You are viewing a plain text version of this content. The canonical link for it is here.
Posted to issues@storm.apache.org by "Stig Rohde Døssing (JIRA)" <ji...@apache.org> on 2017/06/01 17:46:04 UTC

[jira] [Commented] (STORM-2540) Get rid of window compaction in WindowManager

    [ https://issues.apache.org/jira/browse/STORM-2540?page=com.atlassian.jira.plugin.system.issuetabpanels:comment-tabpanel&focusedCommentId=16033374#comment-16033374 ] 

Stig Rohde Døssing commented on STORM-2540:
-------------------------------------------

I've changed my mind. The compaction mechanism is likely bad in most cases, but I noticed that the Trident windowing API allows the user to combine any type of TriggerPolicy with any type of EvictionPolicy. I was going by the assumption that policies were always "paired" to be the same type.

I don't want to work on this, because I don't have enough experience with the windowing API to know if mixing policies makes sense, and in which cases compaction may be necessary.
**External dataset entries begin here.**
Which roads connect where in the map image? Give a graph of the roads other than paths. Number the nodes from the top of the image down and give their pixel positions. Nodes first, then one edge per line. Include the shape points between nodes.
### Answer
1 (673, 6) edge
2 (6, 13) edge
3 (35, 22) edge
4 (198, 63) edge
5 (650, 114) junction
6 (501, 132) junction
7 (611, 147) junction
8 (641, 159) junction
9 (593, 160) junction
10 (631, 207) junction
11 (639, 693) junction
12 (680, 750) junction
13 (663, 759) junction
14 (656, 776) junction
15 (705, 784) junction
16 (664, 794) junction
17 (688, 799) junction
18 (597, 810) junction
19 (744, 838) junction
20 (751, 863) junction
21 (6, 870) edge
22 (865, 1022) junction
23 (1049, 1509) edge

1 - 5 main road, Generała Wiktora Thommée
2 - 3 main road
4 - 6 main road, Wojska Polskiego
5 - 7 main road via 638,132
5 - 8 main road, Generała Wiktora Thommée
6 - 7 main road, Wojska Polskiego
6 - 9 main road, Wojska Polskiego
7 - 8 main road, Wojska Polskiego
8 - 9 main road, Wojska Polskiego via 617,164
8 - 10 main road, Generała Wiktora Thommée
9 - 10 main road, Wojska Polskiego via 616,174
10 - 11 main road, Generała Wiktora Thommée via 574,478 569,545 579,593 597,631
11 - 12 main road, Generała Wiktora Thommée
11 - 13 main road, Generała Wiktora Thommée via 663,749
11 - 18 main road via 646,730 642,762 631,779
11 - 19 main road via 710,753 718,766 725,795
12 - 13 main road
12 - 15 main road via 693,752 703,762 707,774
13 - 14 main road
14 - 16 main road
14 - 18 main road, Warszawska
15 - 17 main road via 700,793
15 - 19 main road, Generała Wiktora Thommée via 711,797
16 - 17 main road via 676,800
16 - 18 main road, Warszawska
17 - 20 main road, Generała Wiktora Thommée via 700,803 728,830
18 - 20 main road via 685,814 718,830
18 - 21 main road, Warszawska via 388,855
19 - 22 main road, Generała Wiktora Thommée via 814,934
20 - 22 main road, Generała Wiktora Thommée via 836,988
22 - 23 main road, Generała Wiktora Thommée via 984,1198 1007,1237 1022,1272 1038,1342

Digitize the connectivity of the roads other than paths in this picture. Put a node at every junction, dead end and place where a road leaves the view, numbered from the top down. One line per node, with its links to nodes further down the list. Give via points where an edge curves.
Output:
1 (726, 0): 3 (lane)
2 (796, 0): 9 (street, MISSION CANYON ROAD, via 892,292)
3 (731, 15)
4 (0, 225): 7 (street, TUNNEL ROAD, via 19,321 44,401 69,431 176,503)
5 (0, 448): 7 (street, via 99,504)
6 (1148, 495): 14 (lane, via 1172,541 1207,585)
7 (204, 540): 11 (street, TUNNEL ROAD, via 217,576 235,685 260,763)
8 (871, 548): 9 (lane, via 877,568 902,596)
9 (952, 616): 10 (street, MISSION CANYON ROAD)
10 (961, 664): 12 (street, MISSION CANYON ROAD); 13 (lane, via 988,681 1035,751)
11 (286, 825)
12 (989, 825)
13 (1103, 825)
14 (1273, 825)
> Get rid of window compaction in WindowManager
> ---------------------------------------------
>
>                 Key: STORM-2540
>                 URL: https://issues.apache.org/jira/browse/STORM-2540
>             Project: Apache Storm
>          Issue Type: Improvement
>          Components: storm-client
>    Affects Versions: 2.0.0
>            Reporter: Stig Rohde Døssing
>            Assignee: Stig Rohde Døssing
>
> Storm's windowing support uses trigger and eviction policies to control the size of the windows passed to WindowingBolts. The WindowManager has a hard coded limit of 100 tuples before tuples will start getting evicted from the window, probably as an attempt to avoid overly huge windows when using time based eviction policies. Whenever a tuple is added to the window, the hard cap is checked, and if the number of tuples in the window exceeds the cap the WindowManager evaluates the EvictionPolicy for the tuples to figure out if some can be removed.
> This hard cap is ineffective in most configurations, and has a surprising interaction with the count based policy.
> If the windowing bolt is configured to use timestamp fields in the tuples to determine the current time, the WatermarkingXPolicy classes are used. In this configuration, the compaction isn't doing anything because tuples cannot be evicted until the WatermarkGenerator sends a new watermark, and when it does the TriggerPolicy causes the WindowManager to evict any expired tuples anyway.
> If the windowing bolt is using the count based policy, compaction has the unexpected effect of hard capping the user's configured max count to 100. If the configured count is less than 100, the compaction again has no effect.
> When the bolt is configured to use the tuple arrival time based policy, the compaction only has an effect if there are tuples older than the configured window duration, which only happens if the window happens to trigger slightly late. This can cause tuples to be evicted from the window before the user's bolt sees them. Even when tuples are evicted with the compaction mechanism they are kept in memory until the next time a window is presented to the user's bolt.
> I think the compaction mechanism should be removed. The only policy that benefits is the time based policy, and in that case it would be better to just add a configurable max tuple count to that policy. 



--
This message was sent by Atlassian JIRA
(v6.3.15#6346)